Problem to solve. Below are the records; count how many of their lines hold the string "main" and give the number alone.
START Dataset content
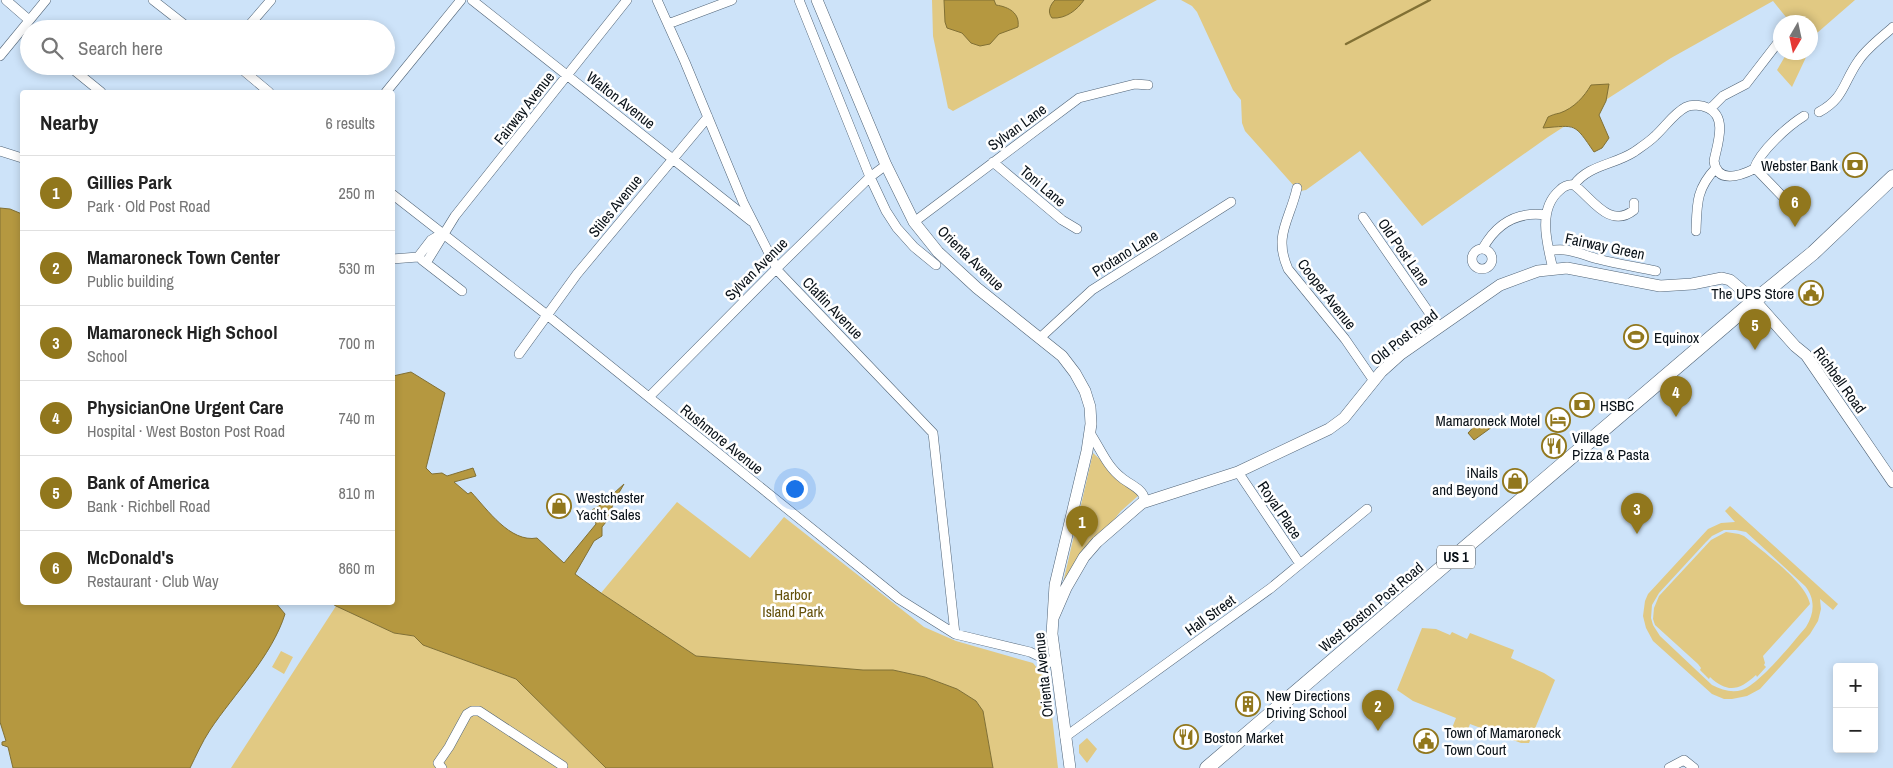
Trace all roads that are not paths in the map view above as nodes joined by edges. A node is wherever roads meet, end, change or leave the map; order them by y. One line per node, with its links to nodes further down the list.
1 (6, 0): 12 (street)
2 (46, 0): 12 (street)
3 (153, 0): 13 (street)
4 (270, 0): 14 (street)
5 (461, 0): 28 (street)
6 (472, 0): 24 (street, Walton Avenue)
7 (627, 0): 24 (street, Fairway Avenue)
8 (657, 0): 15 (street, Claflin Avenue)
9 (732, 0): 15 (street)
10 (799, 0): 23 (street, Orienta Avenue)
11 (817, 0): 20 (street, Orienta Avenue)
12 (29, 20)
13 (179, 20)
14 (253, 20)
15 (668, 24): 32 (street, Claflin Avenue)
16 (1893, 28): 30 (street)
17 (20, 36): 19 (street)
18 (1773, 49): 29 (street)
19 (0, 56)
20 (846, 69): 23 (street); 37 (street, Orienta Avenue)
21 (80, 75): 26 (street)
22 (249, 75): 27 (street)
23 (830, 75): 40 (street, Orienta Avenue)
24 (567, 76): 35 (street, Walton Avenue); 54 (street, Fairway Avenue)
25 (1148, 85): 36 (street, Sylvan Lane)
26 (99, 90)
27 (267, 90)
28 (388, 90)
29 (1710, 109): 38 (street); 42 (street)
30 (1819, 112)
31 (1804, 116): 39 (street)
32 (708, 117): 35 (street, Stiles Avenue); 51 (street, Claflin Avenue)
33 (0, 151): 34 (street)
34 (20, 157)
35 (672, 158): 51 (street, Walton Avenue); 65 (street, Stiles Avenue)
36 (993, 162): 50 (street, Sylvan Lane); 52 (street, Toni Lane)
37 (886, 164): 40 (street, Sylvan Avenue); 50 (street, Orienta Avenue)
38 (1716, 168): 39 (street); 53 (street)
39 (1754, 169): 45 (street)
40 (870, 177): 59 (street, Orienta Avenue); 60 (street, Sylvan Avenue)
41 (1893, 177): 64 (main road, West Boston Post Road / US 1)
42 (1574, 185): 47 (street, Fairway Green); 48 (street, Fairway Green)
43 (1297, 188): 69 (street, Cooper Avenue)
44 (395, 196): 54 (street, Rushmore Avenue)
45 (1785, 199)
46 (1231, 202): 67 (street, Protano Lane)
47 (1634, 203)
48 (1546, 214): 55 (street); 56 (street, Fairway Green)
49 (1363, 217): 66 (street, Old Post Lane)
50 (914, 222): 67 (street, Orienta Avenue)
51 (754, 223): 60 (street, Claflin Avenue)
52 (1077, 229)
53 (1696, 231)
54 (443, 233): 58 (street, Fairway Avenue); 65 (street, Rushmore Avenue)
55 (1483, 248)
56 (1549, 251): 61 (street, Fairway Green); 62 (street, Fairway Green)
57 (395, 259): 58 (street)
58 (422, 260): 63 (street)
59 (936, 266)
60 (777, 268): 70 (street, Sylvan Avenue); 78 (street, Claflin Avenue)
61 (1553, 268): 64 (street, Old Post Road); 66 (street, Old Post Road)
62 (1656, 272)
63 (462, 291)
64 (1755, 301): 73 (street, Richbell Road); 84 (main road, West Boston Post Road / US 1)
65 (547, 315): 68 (street, Stiles Avenue); 70 (street, Rushmore Avenue)
66 (1440, 327): 69 (street, Old Post Road)
67 (1041, 338): 71 (street, Orienta Avenue)
68 (519, 354)
69 (1374, 381): 72 (street, Old Post Road)
70 (649, 397): 78 (street, Rushmore Avenue)
71 (1090, 433): 74 (street); 77 (street, Orienta Avenue)
72 (1238, 472): 74 (street, Old Post Road); 76 (street, Royal Place)
73 (1893, 482)
74 (1142, 503): 77 (street, Old Post Road)
75 (1367, 509): 76 (street, Hall Street)
76 (1300, 564): 80 (street, Hall Street)
77 (1053, 618): 79 (street, Orienta Avenue)
78 (955, 634): 79 (street, Rushmore Avenue)
79 (1055, 664): 80 (street, Orienta Avenue)
80 (1065, 737): 83 (street, Orienta Avenue)
81 (442, 768): 82 (street)
82 (561, 768)
83 (1070, 768)
84 (1208, 768)
85 (1670, 768): 86 (street)
86 (1694, 768)

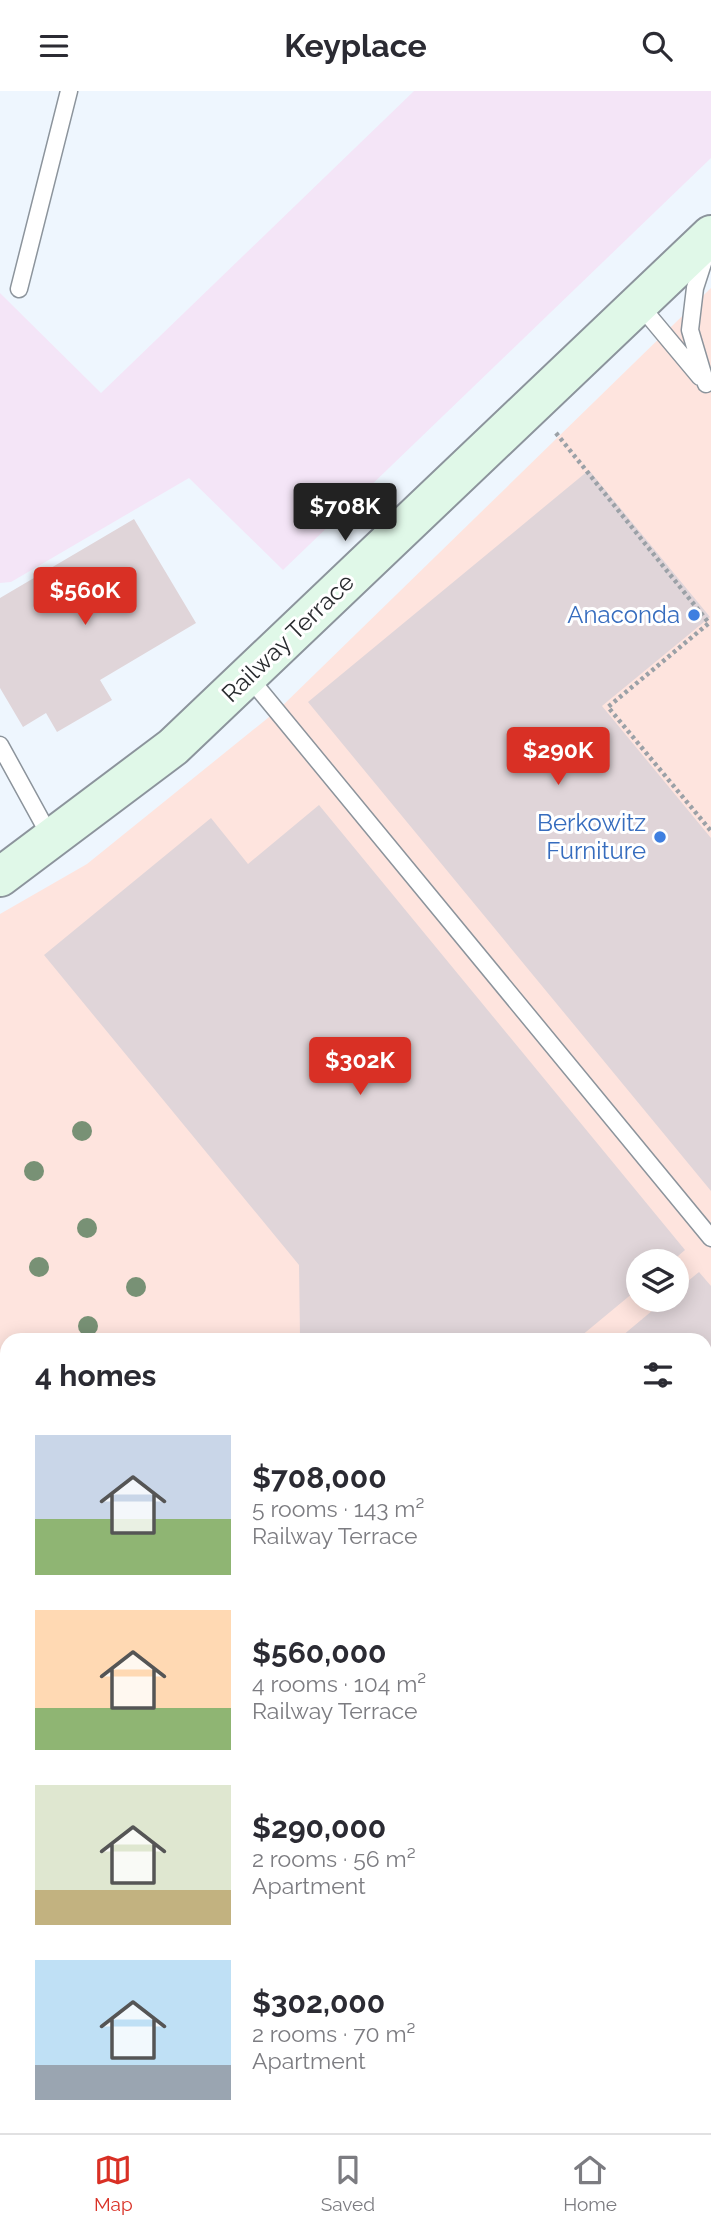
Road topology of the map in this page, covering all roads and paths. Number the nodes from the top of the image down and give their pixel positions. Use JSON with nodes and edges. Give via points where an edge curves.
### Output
{"nodes":[{"id":1,"x":69,"y":91,"type":"edge"},
{"id":2,"x":711,"y":236,"type":"edge"},
{"id":3,"x":19,"y":289,"type":"dead end"},
{"id":4,"x":639,"y":304,"type":"junction"},
{"id":5,"x":708,"y":387,"type":"edge"},
{"id":6,"x":556,"y":433,"type":"dead end"},
{"id":7,"x":248,"y":676,"type":"junction"},
{"id":8,"x":0,"y":745,"type":"edge"},
{"id":9,"x":711,"y":831,"type":"edge"},
{"id":10,"x":52,"y":840,"type":"junction"},
{"id":11,"x":0,"y":877,"type":"edge"},
{"id":12,"x":711,"y":1238,"type":"edge"}],
"edges":[{"from":1,"to":3,"type":"lane"},
{"from":2,"to":4,"type":"main road","name":"Railway Terrace"},
{"from":2,"to":5,"type":"lane","via":[[695,289],[690,330]]},
{"from":4,"to":5,"type":"lane"},
{"from":4,"to":7,"type":"main road","name":"Railway Terrace"},
{"from":6,"to":9,"type":"path","via":[[709,623],[608,707]]},
{"from":7,"to":10,"type":"main road","name":"Railway Terrace","via":[[173,747]]},
{"from":7,"to":12,"type":"lane"},
{"from":8,"to":10,"type":"lane"},
{"from":10,"to":11,"type":"main road","name":"Railway Terrace"}]}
END Dataset content
The answer. 6